Task objective – Could you reproduce all the entries under this sentence exactly, leaving the images aside?

---------- Input for this task

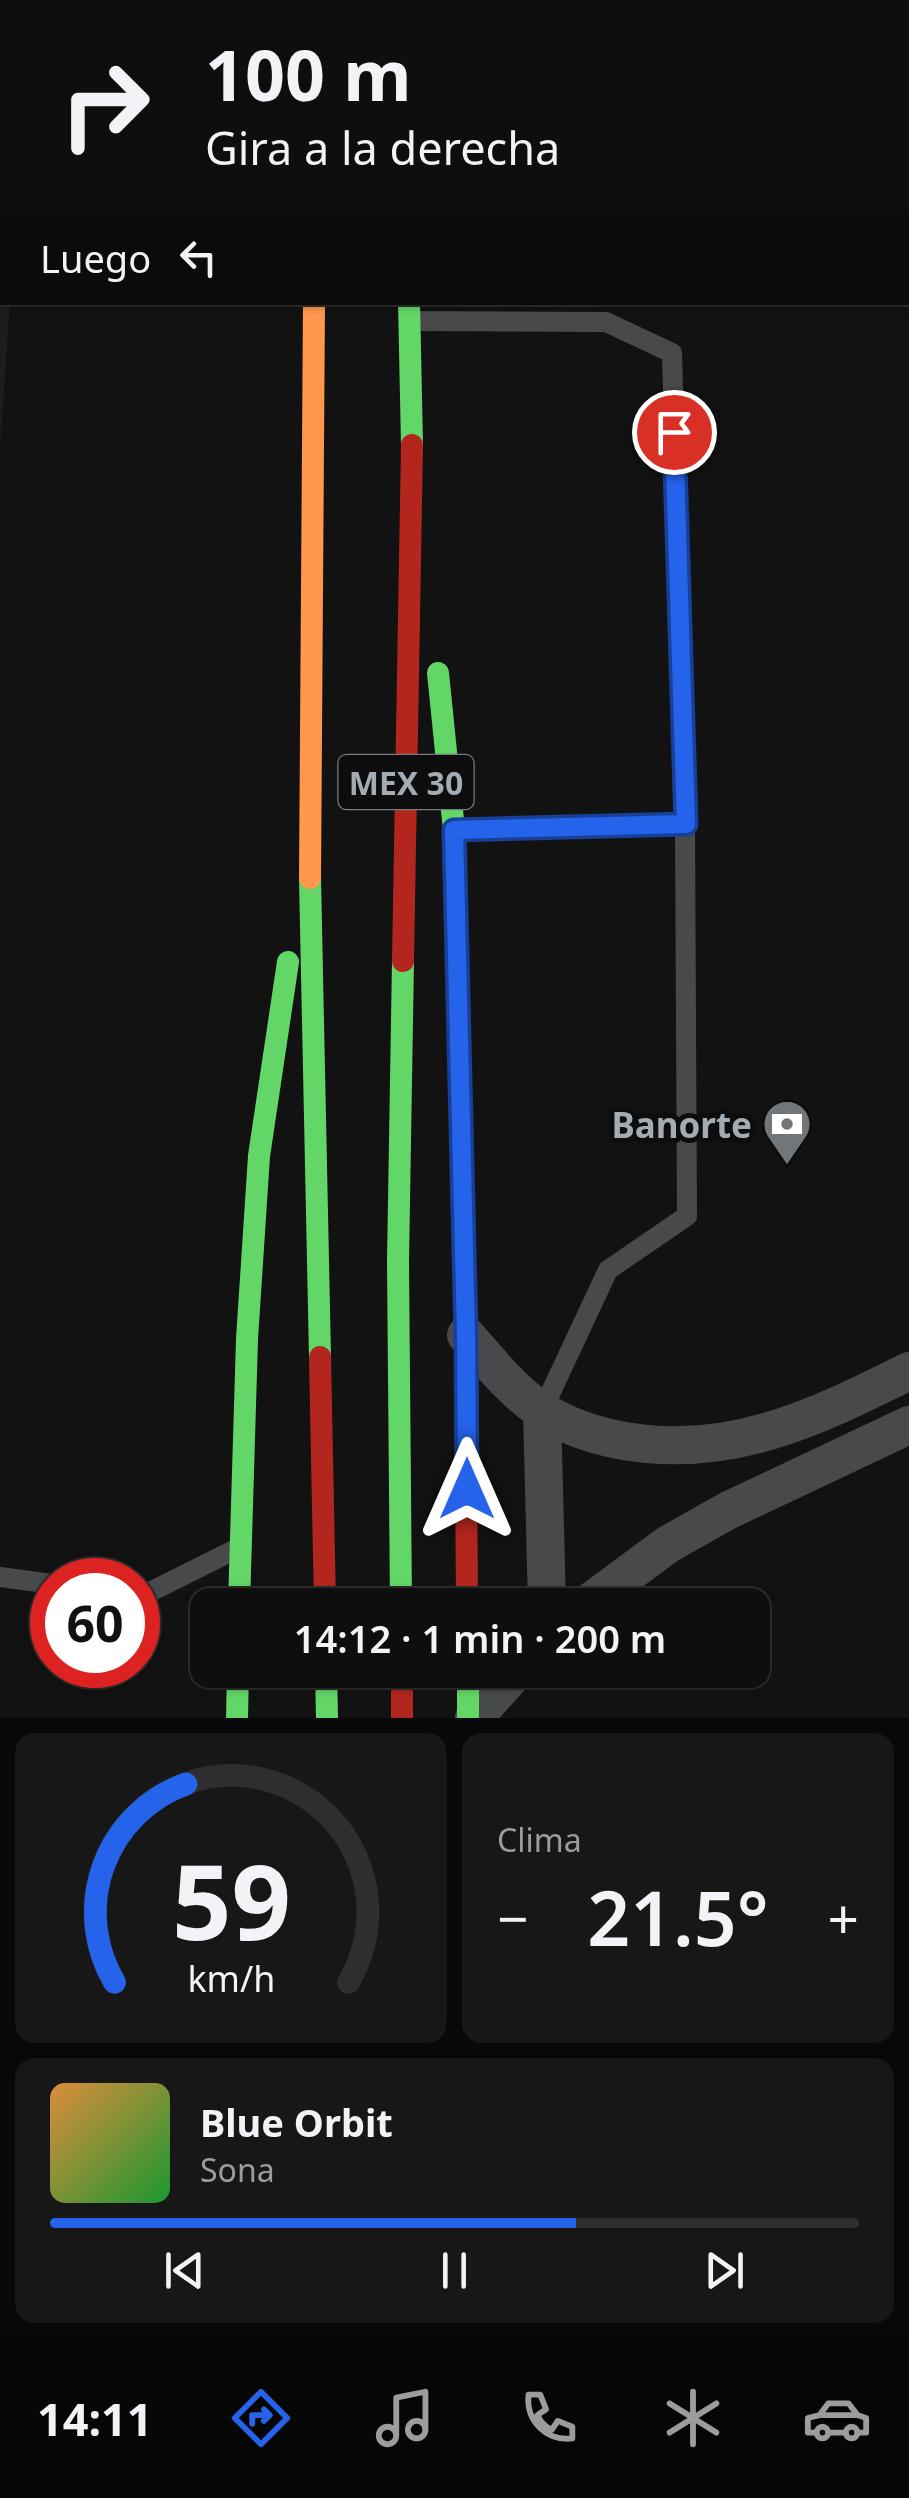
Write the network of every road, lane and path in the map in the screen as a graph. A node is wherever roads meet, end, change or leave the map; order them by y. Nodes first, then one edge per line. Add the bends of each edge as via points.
1 (314, 305) edge
2 (409, 312) edge
3 (412, 416) junction
4 (432, 613) dead end
5 (436, 652) dead end
6 (686, 824) junction
7 (454, 830) junction
8 (310, 866) junction
9 (466, 1335) junction
10 (909, 1370) edge
11 (542, 1411) junction
12 (909, 1425) edge
13 (240, 1547) junction
14 (2, 1578) edge
15 (30, 1581) edge
16 (160, 1587) edge
17 (239, 1588) edge
18 (325, 1588) edge
19 (401, 1588) edge
20 (468, 1588) edge
21 (546, 1588) edge
22 (609, 1588) edge
23 (238, 1688) edge
24 (326, 1688) edge
25 (402, 1688) edge
26 (469, 1688) edge
27 (500, 1688) edge
28 (238, 1718) edge
29 (326, 1718) edge
30 (402, 1718) edge
31 (471, 1718) edge

1 - 8 main road, MEX 30
2 - 3 main road, MEX 30
2 - 6 lane via 606,322 672,353
3 - 4 main road
3 - 19 main road, MEX 30 via 398,1262
5 - 7 main road
6 - 7 lane
6 - 11 lane via 686,1216 608,1270
7 - 9 main road
8 - 13 main road via 282,984 258,1156
8 - 18 main road, MEX 30
9 - 11 street
9 - 20 main road
10 - 11 street via 818,1415 716,1445 627,1442
11 - 21 street
12 - 22 street via 727,1510
13 - 16 lane
13 - 17 main road
14 - 15 lane
23 - 28 main road
24 - 29 main road
25 - 30 main road
26 - 31 main road
27 - 31 street

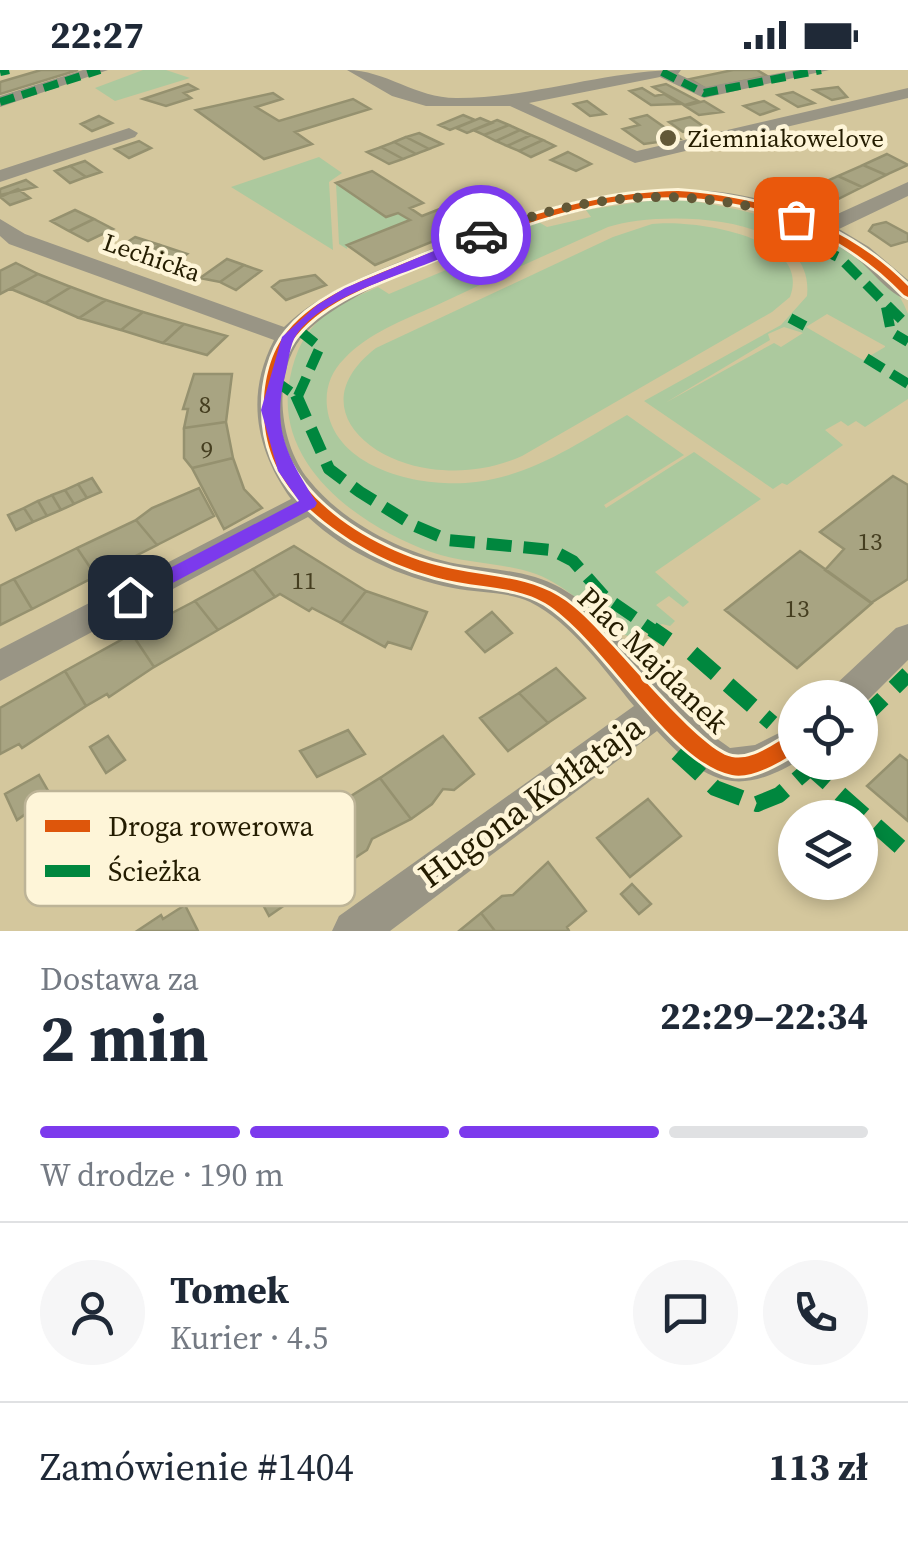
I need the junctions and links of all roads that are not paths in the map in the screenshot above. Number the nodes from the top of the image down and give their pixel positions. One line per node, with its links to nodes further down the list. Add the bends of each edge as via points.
1 (100, 70): 8 (street)
2 (354, 70): 7 (street, via 411,97 442,103)
3 (821, 70): 5 (street)
4 (667, 71): 5 (street, via 704,93); 7 (street)
5 (774, 74)
6 (908, 93): 10 (street)
7 (510, 98): 10 (street)
8 (0, 102)
9 (130, 133): 11 (street)
10 (635, 157): 13 (street)
11 (0, 176)
12 (908, 188): 14 (street)
13 (677, 194): 14 (street, via 762,208); 17 (street, via 518,220 350,291)
14 (823, 229): 16 (street, via 892,274)
15 (6, 237): 17 (street, Lechicka)
16 (908, 293)
17 (288, 337): 18 (street, Plac Majdanek, via 269,410 286,471)
18 (309, 503): 20 (street); 22 (street, Plac Majdanek, via 366,544 440,573 501,580 544,594)
19 (908, 638): 21 (street)
20 (0, 666)
21 (865, 680)
22 (661, 707): 23 (street, Plac Majdanek, via 704,752 732,766); 24 (street, Hugona Kołłątaja)
23 (778, 755)
24 (354, 931)

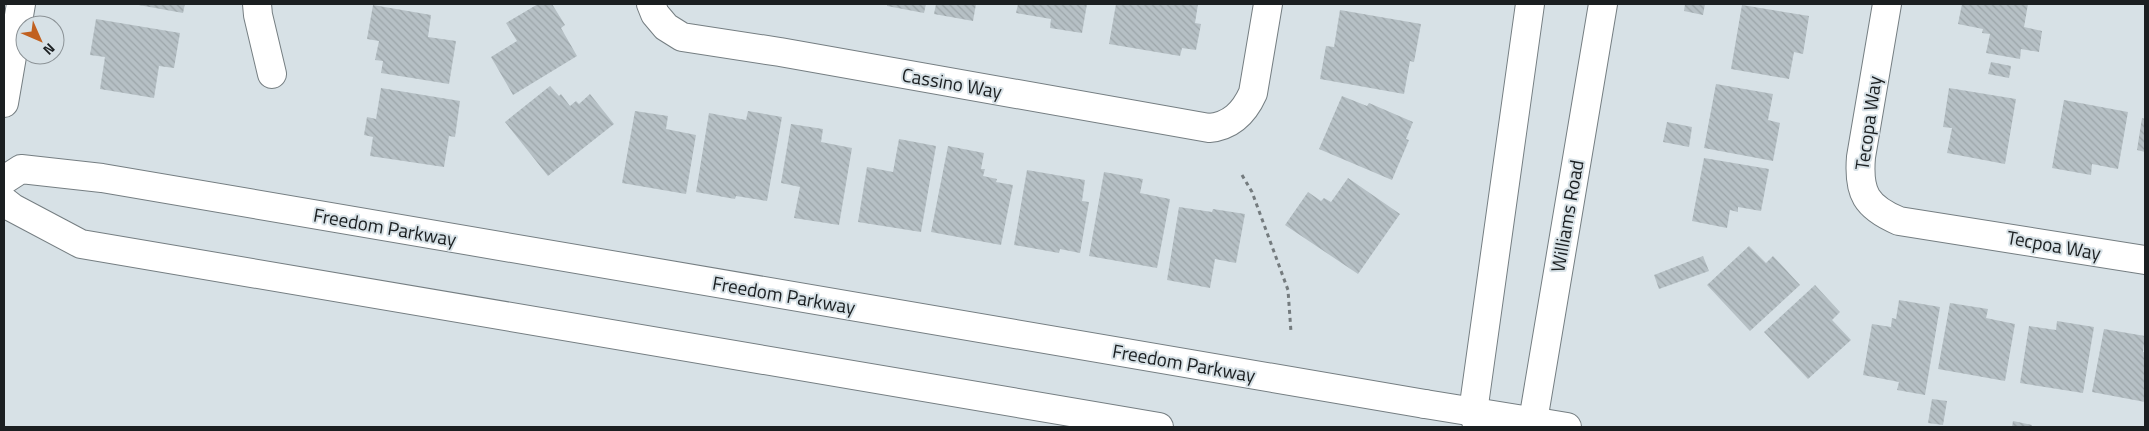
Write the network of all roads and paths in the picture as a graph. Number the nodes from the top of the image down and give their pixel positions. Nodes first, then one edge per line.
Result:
1 (21, 4) edge
2 (257, 4) edge
3 (651, 4) edge
4 (1268, 4) edge
5 (1530, 4) edge
6 (1603, 4) edge
7 (1887, 4) edge
8 (272, 74) dead end
9 (4, 104) edge
10 (1242, 175) dead end
11 (4, 180) edge
12 (4, 201) edge
13 (1963, 230) joint
14 (2145, 260) edge
15 (1292, 332) dead end
16 (1475, 420) edge
17 (1531, 424) edge
18 (1159, 427) edge
19 (1567, 427) edge

1 - 9 street
2 - 8 street
3 - 4 street, Cassino Way
5 - 16 street
6 - 17 street, Williams Road
7 - 13 street, Tecopa Way
10 - 15 path
11 - 16 street, Freedom Parkway
12 - 18 street
13 - 14 street, Tecpoa Way
16 - 17 street, Freedom Parkway
17 - 19 street, Freedom Parkway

--------------------

Answer to this exercise –
Write the network of every road, lane and path in the map in the screen as a graph. A node is wherever roads meet, end, change or leave the map; order them by y. Nodes first, then one edge per line. Add the bends of each edge as via points.
1 (314, 305) edge
2 (409, 312) edge
3 (412, 416) junction
4 (432, 613) dead end
5 (436, 652) dead end
6 (686, 824) junction
7 (454, 830) junction
8 (310, 866) junction
9 (466, 1335) junction
10 (909, 1370) edge
11 (542, 1411) junction
12 (909, 1425) edge
13 (240, 1547) junction
14 (2, 1578) edge
15 (30, 1581) edge
16 (160, 1587) edge
17 (239, 1588) edge
18 (325, 1588) edge
19 (401, 1588) edge
20 (468, 1588) edge
21 (546, 1588) edge
22 (609, 1588) edge
23 (238, 1688) edge
24 (326, 1688) edge
25 (402, 1688) edge
26 (469, 1688) edge
27 (500, 1688) edge
28 (238, 1718) edge
29 (326, 1718) edge
30 (402, 1718) edge
31 (471, 1718) edge

1 - 8 main road, MEX 30
2 - 3 main road, MEX 30
2 - 6 lane via 606,322 672,353
3 - 4 main road
3 - 19 main road, MEX 30 via 398,1262
5 - 7 main road
6 - 7 lane
6 - 11 lane via 686,1216 608,1270
7 - 9 main road
8 - 13 main road via 282,984 258,1156
8 - 18 main road, MEX 30
9 - 11 street
9 - 20 main road
10 - 11 street via 818,1415 716,1445 627,1442
11 - 21 street
12 - 22 street via 727,1510
13 - 16 lane
13 - 17 main road
14 - 15 lane
23 - 28 main road
24 - 29 main road
25 - 30 main road
26 - 31 main road
27 - 31 street

I need the junctions and links of all roads that are not paths in the map in the screenshot above. Number the nodes from the top of the image down and give their pixel positions. One line per node, with its links to nodes further down the list. Add the bends of each edge as via points.
1 (100, 70): 8 (street)
2 (354, 70): 7 (street, via 411,97 442,103)
3 (821, 70): 5 (street)
4 (667, 71): 5 (street, via 704,93); 7 (street)
5 (774, 74)
6 (908, 93): 10 (street)
7 (510, 98): 10 (street)
8 (0, 102)
9 (130, 133): 11 (street)
10 (635, 157): 13 (street)
11 (0, 176)
12 (908, 188): 14 (street)
13 (677, 194): 14 (street, via 762,208); 17 (street, via 518,220 350,291)
14 (823, 229): 16 (street, via 892,274)
15 (6, 237): 17 (street, Lechicka)
16 (908, 293)
17 (288, 337): 18 (street, Plac Majdanek, via 269,410 286,471)
18 (309, 503): 20 (street); 22 (street, Plac Majdanek, via 366,544 440,573 501,580 544,594)
19 (908, 638): 21 (street)
20 (0, 666)
21 (865, 680)
22 (661, 707): 23 (street, Plac Majdanek, via 704,752 732,766); 24 (street, Hugona Kołłątaja)
23 (778, 755)
24 (354, 931)

Write the network of all roads and paths in the picture as a graph. Number the nodes from the top of the image down and give their pixel positions. Nodes first, then one edge per line.
Result:
1 (21, 4) edge
2 (257, 4) edge
3 (651, 4) edge
4 (1268, 4) edge
5 (1530, 4) edge
6 (1603, 4) edge
7 (1887, 4) edge
8 (272, 74) dead end
9 (4, 104) edge
10 (1242, 175) dead end
11 (4, 180) edge
12 (4, 201) edge
13 (1963, 230) joint
14 (2145, 260) edge
15 (1292, 332) dead end
16 (1475, 420) edge
17 (1531, 424) edge
18 (1159, 427) edge
19 (1567, 427) edge

1 - 9 street
2 - 8 street
3 - 4 street, Cassino Way
5 - 16 street
6 - 17 street, Williams Road
7 - 13 street, Tecopa Way
10 - 15 path
11 - 16 street, Freedom Parkway
12 - 18 street
13 - 14 street, Tecpoa Way
16 - 17 street, Freedom Parkway
17 - 19 street, Freedom Parkway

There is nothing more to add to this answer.